[Saved entries]
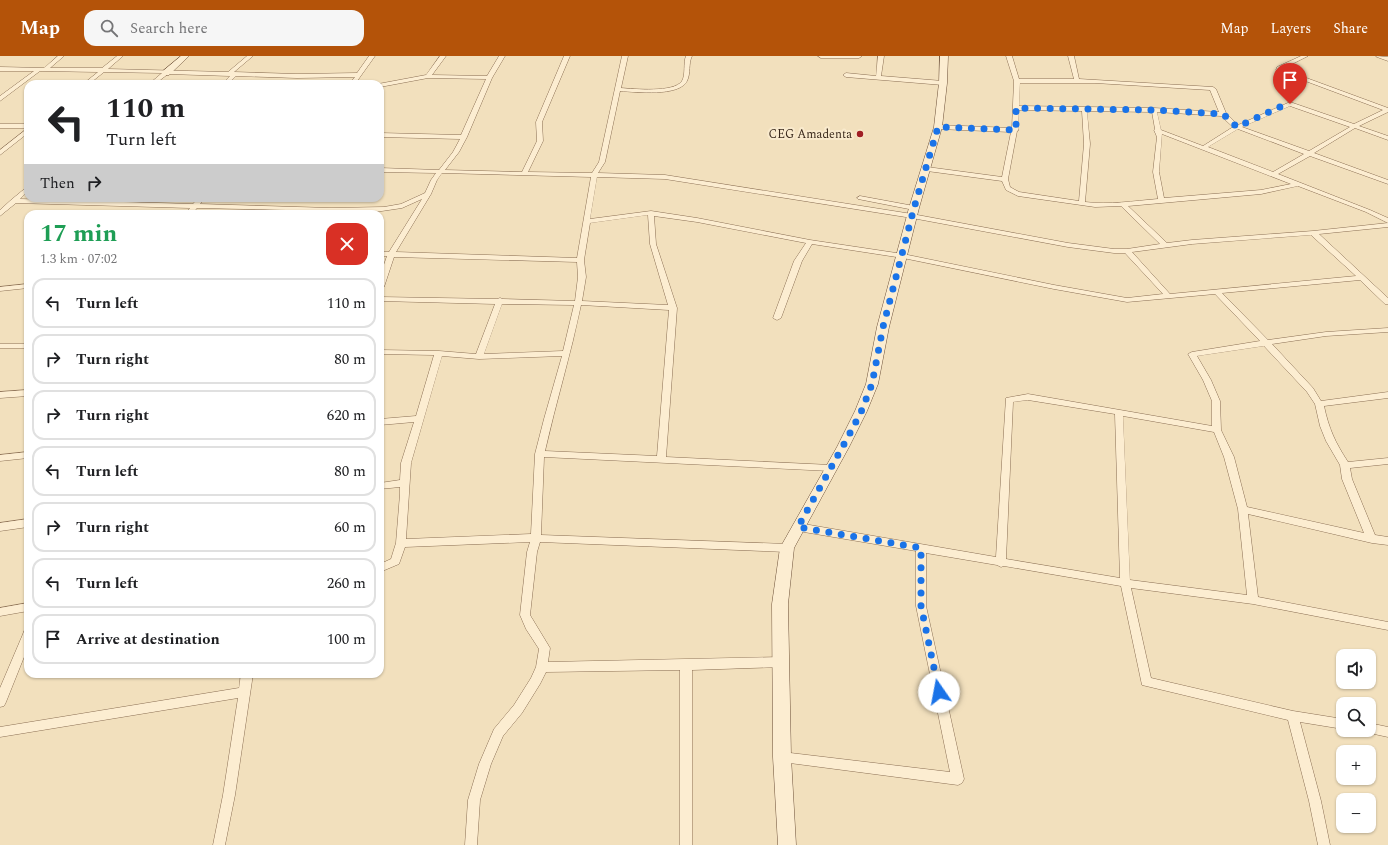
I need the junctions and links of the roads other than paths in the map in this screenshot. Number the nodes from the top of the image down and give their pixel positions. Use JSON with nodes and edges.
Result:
{"nodes":[{"id":1,"x":61,"y":56,"type":"edge"},
{"id":2,"x":120,"y":56,"type":"edge"},
{"id":3,"x":185,"y":56,"type":"edge"},
{"id":4,"x":250,"y":56,"type":"edge"},
{"id":5,"x":372,"y":56,"type":"edge"},
{"id":6,"x":443,"y":56,"type":"edge"},
{"id":7,"x":502,"y":56,"type":"edge"},
{"id":8,"x":568,"y":56,"type":"edge"},
{"id":9,"x":626,"y":56,"type":"edge"},
{"id":10,"x":688,"y":56,"type":"edge"},
{"id":11,"x":821,"y":56,"type":"edge"},
{"id":12,"x":859,"y":56,"type":"edge"},
{"id":13,"x":881,"y":56,"type":"edge"},
{"id":14,"x":944,"y":56,"type":"edge"},
{"id":15,"x":1009,"y":56,"type":"edge"},
{"id":16,"x":1071,"y":56,"type":"edge"},
{"id":17,"x":1305,"y":56,"type":"edge"},
{"id":18,"x":1379,"y":56,"type":"edge"},
{"id":19,"x":1388,"y":59,"type":"edge"},
{"id":20,"x":0,"y":69,"type":"edge"},
{"id":21,"x":42,"y":70,"type":"junction"},
{"id":22,"x":104,"y":70,"type":"junction"},
{"id":23,"x":166,"y":73,"type":"junction"},
{"id":24,"x":232,"y":74,"type":"junction"},
{"id":25,"x":358,"y":75,"type":"junction"},
{"id":26,"x":846,"y":75,"type":"dead end"},
{"id":27,"x":297,"y":76,"type":"junction"},
{"id":28,"x":428,"y":76,"type":"junction"},
{"id":29,"x":878,"y":77,"type":"junction"},
{"id":30,"x":489,"y":78,"type":"junction"},
{"id":31,"x":28,"y":80,"type":"edge"},
{"id":32,"x":91,"y":80,"type":"edge"},
{"id":33,"x":157,"y":80,"type":"edge"},
{"id":34,"x":228,"y":80,"type":"edge"},
{"id":35,"x":292,"y":80,"type":"edge"},
{"id":36,"x":355,"y":80,"type":"edge"},
{"id":37,"x":1017,"y":81,"type":"junction"},
{"id":38,"x":1077,"y":81,"type":"junction"},
{"id":39,"x":24,"y":82,"type":"edge"},
{"id":40,"x":943,"y":83,"type":"junction"},
{"id":41,"x":384,"y":84,"type":"edge"},
{"id":42,"x":618,"y":89,"type":"junction"},
{"id":43,"x":0,"y":99,"type":"edge"},
{"id":44,"x":1016,"y":108,"type":"junction"},
{"id":45,"x":1084,"y":108,"type":"junction"},
{"id":46,"x":1154,"y":110,"type":"junction"},
{"id":47,"x":1388,"y":110,"type":"edge"},
{"id":48,"x":1223,"y":114,"type":"junction"},
{"id":49,"x":0,"y":126,"type":"edge"},
{"id":50,"x":24,"y":126,"type":"edge"},
{"id":51,"x":1355,"y":126,"type":"junction"},
{"id":52,"x":938,"y":127,"type":"junction"},
{"id":53,"x":1237,"y":127,"type":"junction"},
{"id":54,"x":1016,"y":130,"type":"junction"},
{"id":55,"x":1158,"y":130,"type":"junction"},
{"id":56,"x":24,"y":133,"type":"edge"},
{"id":57,"x":384,"y":135,"type":"edge"},
{"id":58,"x":464,"y":137,"type":"junction"},
{"id":59,"x":1388,"y":138,"type":"edge"},
{"id":60,"x":1203,"y":148,"type":"junction"},
{"id":61,"x":1309,"y":152,"type":"junction"},
{"id":62,"x":0,"y":153,"type":"edge"},
{"id":63,"x":927,"y":169,"type":"junction"},
{"id":64,"x":384,"y":170,"type":"edge"},
{"id":65,"x":442,"y":170,"type":"junction"},
{"id":66,"x":525,"y":172,"type":"junction"},
{"id":67,"x":594,"y":175,"type":"junction"},
{"id":68,"x":1273,"y":175,"type":"junction"},
{"id":69,"x":1388,"y":176,"type":"edge"},
{"id":70,"x":1005,"y":179,"type":"junction"},
{"id":71,"x":1385,"y":181,"type":"edge"},
{"id":72,"x":1299,"y":184,"type":"junction"},
{"id":73,"x":24,"y":191,"type":"edge"},
{"id":74,"x":428,"y":194,"type":"junction"},
{"id":75,"x":860,"y":198,"type":"dead end"},
{"id":76,"x":1161,"y":200,"type":"junction"},
{"id":77,"x":13,"y":201,"type":"junction"},
{"id":78,"x":24,"y":201,"type":"edge"},
{"id":79,"x":49,"y":202,"type":"edge"},
{"id":80,"x":198,"y":202,"type":"edge"},
{"id":81,"x":1082,"y":203,"type":"junction"},
{"id":82,"x":1123,"y":204,"type":"junction"},
{"id":83,"x":195,"y":206,"type":"junction"},
{"id":84,"x":192,"y":210,"type":"edge"},
{"id":85,"x":284,"y":210,"type":"edge"},
{"id":86,"x":361,"y":210,"type":"edge"},
{"id":87,"x":913,"y":212,"type":"junction"},
{"id":88,"x":651,"y":213,"type":"junction"},
{"id":89,"x":0,"y":214,"type":"edge"},
{"id":90,"x":587,"y":221,"type":"junction"},
{"id":91,"x":1388,"y":221,"type":"edge"},
{"id":92,"x":1377,"y":225,"type":"junction"},
{"id":93,"x":1388,"y":225,"type":"edge"},
{"id":94,"x":1388,"y":231,"type":"edge"},
{"id":95,"x":1313,"y":233,"type":"junction"},
{"id":96,"x":810,"y":242,"type":"junction"},
{"id":97,"x":1166,"y":246,"type":"junction"},
{"id":98,"x":1127,"y":251,"type":"junction"},
{"id":99,"x":384,"y":254,"type":"edge"},
{"id":100,"x":391,"y":255,"type":"junction"},
{"id":101,"x":902,"y":256,"type":"junction"},
{"id":102,"x":580,"y":260,"type":"junction"},
{"id":103,"x":384,"y":275,"type":"edge"},
{"id":104,"x":1363,"y":278,"type":"junction"},
{"id":105,"x":24,"y":286,"type":"edge"},
{"id":106,"x":0,"y":289,"type":"edge"},
{"id":107,"x":1217,"y":292,"type":"junction"},
{"id":108,"x":1169,"y":297,"type":"junction"},
{"id":109,"x":384,"y":298,"type":"edge"},
{"id":110,"x":500,"y":300,"type":"junction"},
{"id":111,"x":1388,"y":302,"type":"edge"},
{"id":112,"x":578,"y":303,"type":"junction"},
{"id":113,"x":673,"y":308,"type":"junction"},
{"id":114,"x":777,"y":318,"type":"dead end"},
{"id":115,"x":1388,"y":330,"type":"edge"},
{"id":116,"x":1267,"y":343,"type":"junction"},
{"id":117,"x":0,"y":346,"type":"edge"},
{"id":118,"x":24,"y":346,"type":"edge"},
{"id":119,"x":384,"y":352,"type":"edge"},
{"id":120,"x":440,"y":353,"type":"junction"},
{"id":121,"x":567,"y":353,"type":"junction"},
{"id":122,"x":478,"y":357,"type":"junction"},
{"id":123,"x":24,"y":393,"type":"edge"},
{"id":124,"x":0,"y":395,"type":"edge"},
{"id":125,"x":1388,"y":395,"type":"edge"},
{"id":126,"x":1319,"y":404,"type":"junction"},
{"id":127,"x":1119,"y":412,"type":"junction"},
{"id":128,"x":419,"y":419,"type":"junction"},
{"id":129,"x":384,"y":422,"type":"edge"},
{"id":130,"x":1217,"y":430,"type":"junction"},
{"id":131,"x":540,"y":454,"type":"junction"},
{"id":132,"x":24,"y":455,"type":"edge"},
{"id":133,"x":0,"y":458,"type":"edge"},
{"id":134,"x":661,"y":460,"type":"junction"},
{"id":135,"x":1388,"y":461,"type":"edge"},
{"id":136,"x":1345,"y":465,"type":"junction"},
{"id":137,"x":831,"y":468,"type":"junction"},
{"id":138,"x":404,"y":483,"type":"junction"},
{"id":139,"x":384,"y":486,"type":"edge"},
{"id":140,"x":1243,"y":509,"type":"junction"},
{"id":141,"x":24,"y":524,"type":"edge"},
{"id":142,"x":0,"y":527,"type":"edge"},
{"id":143,"x":798,"y":527,"type":"junction"},
{"id":144,"x":536,"y":538,"type":"junction"},
{"id":145,"x":1372,"y":539,"type":"junction"},
{"id":146,"x":1388,"y":541,"type":"edge"},
{"id":147,"x":401,"y":543,"type":"junction"},
{"id":148,"x":787,"y":548,"type":"junction"},
{"id":149,"x":921,"y":548,"type":"junction"},
{"id":150,"x":1001,"y":562,"type":"junction"},
{"id":151,"x":384,"y":566,"type":"edge"},
{"id":152,"x":1125,"y":583,"type":"junction"},
{"id":153,"x":1253,"y":600,"type":"junction"},
{"id":154,"x":24,"y":608,"type":"edge"},
{"id":155,"x":0,"y":612,"type":"edge"},
{"id":156,"x":1388,"y":626,"type":"edge"},
{"id":157,"x":24,"y":644,"type":"edge"},
{"id":158,"x":781,"y":662,"type":"junction"},
{"id":159,"x":686,"y":666,"type":"junction"},
{"id":160,"x":542,"y":667,"type":"junction"},
{"id":161,"x":247,"y":678,"type":"edge"},
{"id":162,"x":245,"y":692,"type":"junction"},
{"id":163,"x":0,"y":702,"type":"edge"},
{"id":164,"x":1294,"y":716,"type":"junction"},
{"id":165,"x":1336,"y":723,"type":"edge"},
{"id":166,"x":1376,"y":729,"type":"edge"},
{"id":167,"x":0,"y":732,"type":"edge"},
{"id":168,"x":1388,"y":732,"type":"edge"},
{"id":169,"x":782,"y":757,"type":"junction"},
{"id":170,"x":219,"y":845,"type":"edge"},
{"id":171,"x":471,"y":845,"type":"edge"},
{"id":172,"x":686,"y":845,"type":"edge"},
{"id":173,"x":787,"y":845,"type":"edge"},
{"id":174,"x":1324,"y":845,"type":"edge"}],
"edges":[{"from":1,"to":21,"type":"street"},
{"from":2,"to":22,"type":"street"},
{"from":3,"to":23,"type":"street"},
{"from":4,"to":24,"type":"street"},
{"from":5,"to":25,"type":"street"},
{"from":6,"to":28,"type":"street"},
{"from":7,"to":30,"type":"street"},
{"from":8,"to":66,"type":"street"},
{"from":9,"to":42,"type":"street"},
{"from":10,"to":42,"type":"street"},
{"from":11,"to":12,"type":"street"},
{"from":13,"to":29,"type":"street"},
{"from":14,"to":40,"type":"street"},
{"from":15,"to":37,"type":"street"},
{"from":16,"to":38,"type":"street"},
{"from":17,"to":47,"type":"street"},
{"from":18,"to":19,"type":"street"},
{"from":20,"to":21,"type":"street"},
{"from":21,"to":22,"type":"street"},
{"from":21,"to":31,"type":"street"},
{"from":22,"to":23,"type":"street"},
{"from":22,"to":32,"type":"street"},
{"from":23,"to":24,"type":"street"},
{"from":23,"to":33,"type":"street"},
{"from":24,"to":27,"type":"street"},
{"from":24,"to":34,"type":"street"},
{"from":25,"to":27,"type":"street"},
{"from":25,"to":36,"type":"street"},
{"from":26,"to":29,"type":"street"},
{"from":27,"to":35,"type":"street"},
{"from":28,"to":30,"type":"street"},
{"from":28,"to":41,"type":"street"},
{"from":29,"to":40,"type":"street"},
{"from":30,"to":58,"type":"street"},
{"from":37,"to":38,"type":"street"},
{"from":37,"to":44,"type":"street"},
{"from":38,"to":48,"type":"street"},
{"from":39,"to":43,"type":"street"},
{"from":40,"to":52,"type":"street"},
{"from":42,"to":67,"type":"street"},
{"from":44,"to":45,"type":"street"},
{"from":44,"to":54,"type":"street"},
{"from":45,"to":46,"type":"street"},
{"from":45,"to":81,"type":"street"},
{"from":46,"to":48,"type":"street"},
{"from":46,"to":55,"type":"street"},
{"from":47,"to":51,"type":"street"},
{"from":48,"to":53,"type":"street"},
{"from":49,"to":50,"type":"street"},
{"from":51,"to":53,"type":"street"},
{"from":51,"to":59,"type":"street"},
{"from":51,"to":61,"type":"street"},
{"from":52,"to":54,"type":"street"},
{"from":52,"to":63,"type":"street"},
{"from":53,"to":60,"type":"street"},
{"from":53,"to":61,"type":"street"},
{"from":54,"to":70,"type":"street"},
{"from":55,"to":60,"type":"street"},
{"from":55,"to":76,"type":"street"},
{"from":56,"to":62,"type":"street"},
{"from":57,"to":58,"type":"street"},
{"from":58,"to":65,"type":"street"},
{"from":60,"to":68,"type":"street"},
{"from":61,"to":68,"type":"street"},
{"from":61,"to":71,"type":"street"},
{"from":63,"to":70,"type":"street"},
{"from":63,"to":87,"type":"street"},
{"from":64,"to":65,"type":"street"},
{"from":65,"to":66,"type":"street"},
{"from":65,"to":74,"type":"street"},
{"from":66,"to":67,"type":"street"},
{"from":67,"to":87,"type":"street"},
{"from":67,"to":90,"type":"street"},
{"from":68,"to":72,"type":"street"},
{"from":69,"to":71,"type":"street"},
{"from":70,"to":81,"type":"street"},
{"from":72,"to":76,"type":"street"},
{"from":72,"to":91,"type":"street"},
{"from":73,"to":77,"type":"street"},
{"from":74,"to":86,"type":"street"},
{"from":74,"to":100,"type":"street"},
{"from":75,"to":87,"type":"street"},
{"from":76,"to":82,"type":"street"},
{"from":77,"to":78,"type":"street"},
{"from":77,"to":89,"type":"street"},
{"from":79,"to":83,"type":"street"},
{"from":80,"to":83,"type":"street"},
{"from":81,"to":82,"type":"street"},
{"from":82,"to":97,"type":"street"},
{"from":83,"to":84,"type":"street"},
{"from":83,"to":85,"type":"street"},
{"from":87,"to":98,"type":"street"},
{"from":87,"to":101,"type":"street"},
{"from":88,"to":90,"type":"street"},
{"from":88,"to":96,"type":"street"},
{"from":88,"to":113,"type":"street"},
{"from":90,"to":102,"type":"street"},
{"from":92,"to":93,"type":"street"},
{"from":92,"to":94,"type":"street"},
{"from":92,"to":95,"type":"street"},
{"from":95,"to":97,"type":"street"},
{"from":95,"to":104,"type":"street"},
{"from":96,"to":101,"type":"street"},
{"from":96,"to":114,"type":"street"},
{"from":97,"to":98,"type":"street"},
{"from":98,"to":108,"type":"street"},
{"from":99,"to":100,"type":"street"},
{"from":100,"to":102,"type":"street"},
{"from":100,"to":103,"type":"street"},
{"from":101,"to":108,"type":"street"},
{"from":101,"to":137,"type":"street"},
{"from":102,"to":112,"type":"street"},
{"from":104,"to":107,"type":"street"},
{"from":104,"to":111,"type":"street"},
{"from":105,"to":106,"type":"street"},
{"from":107,"to":108,"type":"street"},
{"from":107,"to":116,"type":"street"},
{"from":109,"to":110,"type":"street"},
{"from":110,"to":112,"type":"street"},
{"from":110,"to":122,"type":"street"},
{"from":112,"to":113,"type":"street"},
{"from":112,"to":121,"type":"street"},
{"from":113,"to":134,"type":"street"},
{"from":115,"to":116,"type":"street"},
{"from":116,"to":126,"type":"street"},
{"from":116,"to":130,"type":"street"},
{"from":117,"to":118,"type":"street"},
{"from":119,"to":120,"type":"street"},
{"from":120,"to":122,"type":"street"},
{"from":120,"to":128,"type":"street"},
{"from":121,"to":122,"type":"street"},
{"from":121,"to":131,"type":"street"},
{"from":123,"to":124,"type":"street"},
{"from":125,"to":126,"type":"street"},
{"from":126,"to":136,"type":"street"},
{"from":127,"to":130,"type":"street"},
{"from":127,"to":150,"type":"street"},
{"from":127,"to":152,"type":"street"},
{"from":128,"to":129,"type":"street"},
{"from":128,"to":138,"type":"street"},
{"from":130,"to":140,"type":"street"},
{"from":131,"to":134,"type":"street"},
{"from":131,"to":144,"type":"street"},
{"from":132,"to":133,"type":"street"},
{"from":134,"to":137,"type":"street"},
{"from":135,"to":136,"type":"street"},
{"from":136,"to":145,"type":"street"},
{"from":137,"to":143,"type":"street"},
{"from":138,"to":139,"type":"street"},
{"from":138,"to":147,"type":"street"},
{"from":140,"to":145,"type":"street"},
{"from":140,"to":153,"type":"street"},
{"from":141,"to":142,"type":"street"},
{"from":143,"to":148,"type":"street"},
{"from":143,"to":149,"type":"street"},
{"from":144,"to":147,"type":"street"},
{"from":144,"to":148,"type":"street"},
{"from":144,"to":160,"type":"street"},
{"from":145,"to":146,"type":"street"},
{"from":147,"to":151,"type":"street"},
{"from":148,"to":158,"type":"street"},
{"from":149,"to":150,"type":"street"},
{"from":149,"to":169,"type":"street"},
{"from":150,"to":152,"type":"street"},
{"from":152,"to":153,"type":"street"},
{"from":152,"to":164,"type":"street"},
{"from":153,"to":156,"type":"street"},
{"from":154,"to":155,"type":"street"},
{"from":157,"to":163,"type":"street"},
{"from":158,"to":159,"type":"street"},
{"from":158,"to":169,"type":"street"},
{"from":159,"to":160,"type":"street"},
{"from":159,"to":172,"type":"street"},
{"from":160,"to":171,"type":"street"},
{"from":161,"to":162,"type":"street"},
{"from":162,"to":167,"type":"street"},
{"from":162,"to":170,"type":"street"},
{"from":164,"to":165,"type":"street"},
{"from":164,"to":174,"type":"street"},
{"from":166,"to":168,"type":"street"},
{"from":169,"to":173,"type":"street"}]}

▸ **EXERCISE GOAL**
Report, for the data above, every line in which the string "nodes" appears.

▸ **OUTPUT FOR THIS EXERCISE**
I need the junctions and links of the roads other than paths in the map in this screenshot. Number the nodes from the top of the image down and give their pixel positions. Use JSON with nodes and edges.
{"nodes":[{"id":1,"x":61,"y":56,"type":"edge"},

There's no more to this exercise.